South Africans need to brace for another significant price jump at the petrol pumps in July as we’re seeing a weakening of the Rand against the US Dollar and further strain on global oil prices.
JPMorgan Chase, the largest bank in the United States, predicts a further jump to $185 a barrel by the end of 2022 as nations shun Russian oil. About 66% of oil produced by Russia can currently not find a buyer. (The current Brent Crude price as at 15 June is $120 per barrel).
Dr. Francois Stofberg, a Senior Economist at Efficient Group, says this would result in a direct increase of R5-R7 per litre of oil.
“You’ll see R4 to R5 increases easily to the petrol price if we reach $185 a barrel, and of course, that would hurt tremendously if you are already R21/R22 where you be paying R25 to R27 that is a 25% additional increase in the prices you’re paying,” he continues.
The knock-on effect is significant. We’ll certainly see a shift in food and consumer goods prices, even though fuel costs are actually a small percentage of the total cost of food and consumer goods.
So, what can the Investor do?
“We’ve got to look at multiple inputs,” says Miguel Rodriguez, Market Analyst at CAPEX.com. “Of course, a strangling of Russian oil out of the market puts pressure on supply, and results in higher oil prices. Another thing to look for, though, is the Federal Open Market Committee (FOMC) meeting scheduled this week to discuss the monetary policy of the US Federal Reserve for the rest of 2022. Market Analysts are predicting the Central Bank to raise interest rates by up to 75 basis points this week as it struggles to reign in the inflation in the United States.”
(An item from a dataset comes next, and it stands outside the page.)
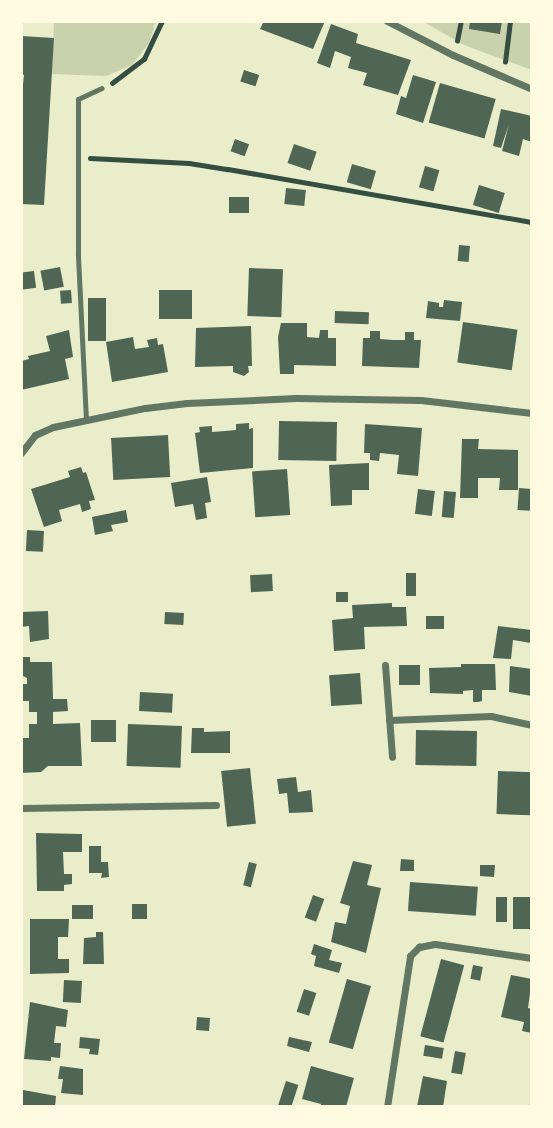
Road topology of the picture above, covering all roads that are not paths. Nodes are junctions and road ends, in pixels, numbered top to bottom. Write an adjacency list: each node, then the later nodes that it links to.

“As the FOMC influences the availability of money and credit, any rate hike announcement could throw the economy in the air. Consumers and businesses would suffer, dragging the US Dollar down and sending shockwaves through the already troubled financial markets. Another rate hike of this calibre could shake the US Dollar and related currency pairs, stock indices, and commodities tied to the USD,” he says.
This could present an opportunity for savvy Forex Investors. Traders cannot make a profit if prices never change. As volatility increases, the potential to make more money increases. The trade-off, of course, is that greater volatility also increases risk.
“You need to keep your head on your shoulders,” says Rodriguez. “Now is not the time to make rash decisions. Keep to your trading strategy. Leverage carefully. And don’t get greedy.”